Paucity of critical care services worsens the outcome of childhood illnesses in low- and middle-income countries. In a review of PCC in resource-limited settings, Turner et al. [1] affirmed that an upgrade of critical care resources and services is needed to reduce child mortality in the region. A comparative study of two PICUs by Abdelatif et al. [9] showed that the inadequate structure and higher burden of severely ill children at a resource-limited Egyptian PICU contributed to higher mortality in it than in a resource-rich Japanese PICU. Also, considering the multilevel, family-societal factors that promote late presentation of sick children to health facilities in medically underserved regions, prompt access to optimal critical care remains an important strategy to reduce childhood mortality in the setting [10, 11]. In a 5-year review of hospitalized children in an ICU in Cameroon, Nguefack et al. [12] reported that deaths occurred mainly (90.0%) within 72 hours of admission and malnutrition was the underlying cause of death in nearly a quarter of the patients. Likewise, Akindolire and Tongo [3] in Ibadan southern Nigeria reported that almost a quarter of their patients died within 48 hours of presentation in the Emergency Unit, despite the majority of their illnesses being potentially reversible with prompt critical care [3]. This highlights the fact that children often present in extreme condition in the setting, requiring specialized multisystemic supports to survive the illness. Assessment of available critical care resources in the health system is therefore a major step towards improving paediatric health indices in the subregion [1, 9].

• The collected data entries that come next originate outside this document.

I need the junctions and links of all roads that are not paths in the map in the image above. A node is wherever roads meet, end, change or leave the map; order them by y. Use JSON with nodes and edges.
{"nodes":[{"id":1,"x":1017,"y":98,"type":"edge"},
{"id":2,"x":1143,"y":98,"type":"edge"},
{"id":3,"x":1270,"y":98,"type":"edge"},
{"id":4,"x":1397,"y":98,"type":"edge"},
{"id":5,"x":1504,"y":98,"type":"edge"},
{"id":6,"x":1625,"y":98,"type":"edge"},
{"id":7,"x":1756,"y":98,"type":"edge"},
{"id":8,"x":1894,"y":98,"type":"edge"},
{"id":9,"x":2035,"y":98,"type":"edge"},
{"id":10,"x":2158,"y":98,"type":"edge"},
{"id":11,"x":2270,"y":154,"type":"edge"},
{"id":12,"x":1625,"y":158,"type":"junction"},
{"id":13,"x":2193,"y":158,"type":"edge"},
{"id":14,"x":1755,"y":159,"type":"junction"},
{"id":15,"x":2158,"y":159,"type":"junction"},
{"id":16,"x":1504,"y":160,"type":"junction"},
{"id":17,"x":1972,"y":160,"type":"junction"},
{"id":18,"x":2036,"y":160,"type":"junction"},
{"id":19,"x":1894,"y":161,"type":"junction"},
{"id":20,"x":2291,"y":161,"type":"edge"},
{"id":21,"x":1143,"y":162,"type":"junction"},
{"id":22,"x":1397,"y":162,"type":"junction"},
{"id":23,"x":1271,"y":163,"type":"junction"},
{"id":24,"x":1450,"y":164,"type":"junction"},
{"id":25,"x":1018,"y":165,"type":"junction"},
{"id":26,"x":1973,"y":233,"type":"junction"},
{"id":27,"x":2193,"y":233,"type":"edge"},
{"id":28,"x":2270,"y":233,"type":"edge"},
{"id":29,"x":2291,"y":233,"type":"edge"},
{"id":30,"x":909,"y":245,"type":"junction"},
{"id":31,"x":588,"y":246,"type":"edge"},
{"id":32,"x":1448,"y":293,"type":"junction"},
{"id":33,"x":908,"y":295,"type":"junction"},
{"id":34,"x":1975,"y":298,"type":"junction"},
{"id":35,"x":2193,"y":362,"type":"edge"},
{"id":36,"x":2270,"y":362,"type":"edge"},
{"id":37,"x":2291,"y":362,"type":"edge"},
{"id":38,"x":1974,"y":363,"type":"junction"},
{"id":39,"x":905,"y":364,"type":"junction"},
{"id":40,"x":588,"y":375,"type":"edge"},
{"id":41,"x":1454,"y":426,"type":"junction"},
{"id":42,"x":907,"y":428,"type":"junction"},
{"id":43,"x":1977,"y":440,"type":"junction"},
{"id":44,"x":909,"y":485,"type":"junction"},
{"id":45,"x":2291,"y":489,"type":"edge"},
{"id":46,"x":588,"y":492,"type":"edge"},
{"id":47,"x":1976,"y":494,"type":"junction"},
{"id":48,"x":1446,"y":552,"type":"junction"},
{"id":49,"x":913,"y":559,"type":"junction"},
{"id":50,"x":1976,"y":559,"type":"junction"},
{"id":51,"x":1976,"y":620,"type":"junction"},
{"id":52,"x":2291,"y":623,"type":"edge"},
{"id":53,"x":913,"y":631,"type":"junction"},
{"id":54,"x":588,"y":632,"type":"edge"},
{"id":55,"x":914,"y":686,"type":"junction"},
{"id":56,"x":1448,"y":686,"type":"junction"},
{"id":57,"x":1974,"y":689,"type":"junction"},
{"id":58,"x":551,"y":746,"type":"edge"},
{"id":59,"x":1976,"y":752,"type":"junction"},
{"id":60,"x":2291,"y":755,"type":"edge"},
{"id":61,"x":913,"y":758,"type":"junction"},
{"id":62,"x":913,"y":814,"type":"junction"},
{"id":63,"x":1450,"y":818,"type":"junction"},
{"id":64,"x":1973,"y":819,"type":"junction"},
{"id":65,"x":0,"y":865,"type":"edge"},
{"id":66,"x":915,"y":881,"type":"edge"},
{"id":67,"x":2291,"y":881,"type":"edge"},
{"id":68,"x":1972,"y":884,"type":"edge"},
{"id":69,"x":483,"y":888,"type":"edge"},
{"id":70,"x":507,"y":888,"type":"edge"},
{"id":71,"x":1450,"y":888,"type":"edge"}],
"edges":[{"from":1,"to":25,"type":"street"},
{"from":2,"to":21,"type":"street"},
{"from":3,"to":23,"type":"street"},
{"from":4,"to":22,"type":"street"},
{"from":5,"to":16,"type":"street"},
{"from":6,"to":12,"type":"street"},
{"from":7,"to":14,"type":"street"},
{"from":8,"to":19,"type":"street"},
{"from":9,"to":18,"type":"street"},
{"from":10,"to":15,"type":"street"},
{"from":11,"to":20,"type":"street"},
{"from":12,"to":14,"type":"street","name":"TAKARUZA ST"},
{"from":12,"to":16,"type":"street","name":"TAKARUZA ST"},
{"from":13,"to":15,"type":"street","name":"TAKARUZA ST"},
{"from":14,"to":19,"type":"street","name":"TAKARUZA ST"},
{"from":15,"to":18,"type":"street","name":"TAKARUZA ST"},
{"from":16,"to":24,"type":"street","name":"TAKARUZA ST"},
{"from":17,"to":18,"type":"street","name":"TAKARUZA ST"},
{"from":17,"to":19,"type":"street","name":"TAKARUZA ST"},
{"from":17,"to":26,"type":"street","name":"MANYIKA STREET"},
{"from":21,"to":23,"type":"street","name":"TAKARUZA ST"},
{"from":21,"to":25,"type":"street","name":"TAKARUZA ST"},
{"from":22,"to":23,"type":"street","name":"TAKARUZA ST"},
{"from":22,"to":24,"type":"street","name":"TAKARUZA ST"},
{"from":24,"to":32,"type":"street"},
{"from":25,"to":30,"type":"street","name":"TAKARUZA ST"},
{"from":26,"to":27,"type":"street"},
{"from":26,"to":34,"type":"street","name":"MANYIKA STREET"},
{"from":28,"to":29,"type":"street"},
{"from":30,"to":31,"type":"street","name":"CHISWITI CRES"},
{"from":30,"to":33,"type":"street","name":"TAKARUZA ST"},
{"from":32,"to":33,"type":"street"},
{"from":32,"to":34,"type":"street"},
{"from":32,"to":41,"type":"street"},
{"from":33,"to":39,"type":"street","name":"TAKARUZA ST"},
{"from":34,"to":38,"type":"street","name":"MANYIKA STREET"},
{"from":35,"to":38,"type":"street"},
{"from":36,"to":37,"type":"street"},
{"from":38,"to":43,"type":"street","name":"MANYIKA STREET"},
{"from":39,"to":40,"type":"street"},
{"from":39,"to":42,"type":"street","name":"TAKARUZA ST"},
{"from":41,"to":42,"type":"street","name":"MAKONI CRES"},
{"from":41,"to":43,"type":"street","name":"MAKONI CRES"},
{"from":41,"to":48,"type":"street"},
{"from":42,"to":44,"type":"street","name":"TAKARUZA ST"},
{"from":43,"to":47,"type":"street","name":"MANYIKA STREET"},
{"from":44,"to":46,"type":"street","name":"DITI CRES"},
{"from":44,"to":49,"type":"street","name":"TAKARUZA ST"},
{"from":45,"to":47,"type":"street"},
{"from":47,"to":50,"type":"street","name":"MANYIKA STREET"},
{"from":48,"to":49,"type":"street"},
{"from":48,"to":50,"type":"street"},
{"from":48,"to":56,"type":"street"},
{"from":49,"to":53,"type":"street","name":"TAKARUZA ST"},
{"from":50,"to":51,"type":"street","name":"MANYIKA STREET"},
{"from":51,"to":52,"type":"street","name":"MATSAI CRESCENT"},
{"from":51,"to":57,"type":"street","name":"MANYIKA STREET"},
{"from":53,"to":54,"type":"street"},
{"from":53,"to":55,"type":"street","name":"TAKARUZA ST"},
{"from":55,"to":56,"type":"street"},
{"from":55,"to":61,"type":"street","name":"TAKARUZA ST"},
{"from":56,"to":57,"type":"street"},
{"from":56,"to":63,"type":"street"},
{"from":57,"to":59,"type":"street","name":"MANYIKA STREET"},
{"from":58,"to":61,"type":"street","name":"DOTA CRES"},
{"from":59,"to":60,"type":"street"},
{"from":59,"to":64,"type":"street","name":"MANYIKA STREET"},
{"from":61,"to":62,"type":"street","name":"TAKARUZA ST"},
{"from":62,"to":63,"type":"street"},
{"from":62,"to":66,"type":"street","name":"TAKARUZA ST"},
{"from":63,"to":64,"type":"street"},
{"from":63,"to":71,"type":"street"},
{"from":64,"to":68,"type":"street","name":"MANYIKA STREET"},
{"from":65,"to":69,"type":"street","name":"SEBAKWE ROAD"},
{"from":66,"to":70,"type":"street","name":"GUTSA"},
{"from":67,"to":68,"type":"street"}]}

Considering the foregoing, this national survey evaluated PCC practice and resources in Nigeria, using frontline clinician’s viewpoints. We hypothesized that PCC services are inadequate in all geopolitical zones of the country. We aimed to determine the burden (frequency/types/outcome) of critical illnesses seen by paediatric residents in the preceding 3 weeks as well as PCC resources available for their management. Hence, this study quantified the existing gap in critical care in the Nigerian health system and harvested relevant recommendations.

2. Methods

2.1. Study Setting and Participants

The study took place from March 11 to March 22, 2019, at the Oba Akenzua Complex multipurpose hall of the University of Benin Teaching Hospital (UBTH), Benin City, Nigeria. The participants were paediatric resident doctors from training institutions in different zones of the country attending the Intensive Course in Paediatrics of the National Postgraduate Medical College of Nigeria (NPMCN) at the venue. Respondents’ institutions were classified into federal, state, and private, in the various geopolitical zones in the country.

2.2. Study Design and Sample Size

This was a descriptive cross-sectional study. It was a total population study of all consenting resident doctors attending the NPMCN’s Intensive Course in Paediatrics.

2.3. Data Collection

The questionnaire was designed based on the principal investigator’s conception of the study and relevant literature searches [3, 13]. Each item on the questionnaire was reviewed independently by the researchers to ensure clarity. It comprised sections on (a) sociodemographic and practice characteristics, (b) burden of critical illnesses treated in the preceding 3 weeks, (c) availability of physical/human resources for PCC at the training institutions, and (d) residents’ perceived adequacy of critical care practice using 100mm uncalibrated visual analogue scales (VAS). Critical illnesses were classified based on the Paediatric Assessment Triangle (PAT) categories [13]. Perceived challenges and recommendations to improve critical care practice in the setting were elicited using open-ended questions. The critical illness description subscale was a six-item Likert scale in which items (e.g., “They are mainly infectious” and “Late presentation is common”) were answered on a four-point scale, from “strongly agree” to “strongly disagree.” Information about the study was provided to the paediatric trainees at the conference registration desk, emphasizing voluntary participation. The pretested self-administered questionnaire with a study information statement was included in their conference package. Also, they were centrally reminded during lunchtime daily in the first week of the conference, and a research assistant went around the hall to retrieve filled questionnaires. The response rate was 100%.

2.4. Pretesting

The initial survey instrument was pretested on 15 paediatric residents at the Department of Child Health, UBTH, Benin City, to ensure clarity of its items and validity. On feedback, all the questionnaire items were readily understood by the trainees. The computed reliability rating (Cronbach’s alpha) of the critical illness description subscale was adequate (0.68). No further changes were made to the questionnaire.

2.5. Statistical Analysis

The data were analysed using the Software Package for Social Science (SPSS) version 20.0 (Windows Inc., Chicago, IL, USA). Categorized data were presented on frequency tables. Percentages are denominated on the total number of respondents per variable. A mean score of 2.5 on the Likert scales was taken as adequate. Residents’ perception of the adequacy of PCC practice was reclassified as adequate or inadequate, using a 50 mm cut-off point on VAS. Pearson’s Chi-square was used to compare federal and state residents’ responses and to assess for any significance between northern and southern geopolitical zones. A 2-sided value < 0.05 was considered significant. The intraclass correlation coefficient was calculated for equipment and service adequacy. Specified challenges and recommendations were subjected to thematic analysis and presented in text boxes.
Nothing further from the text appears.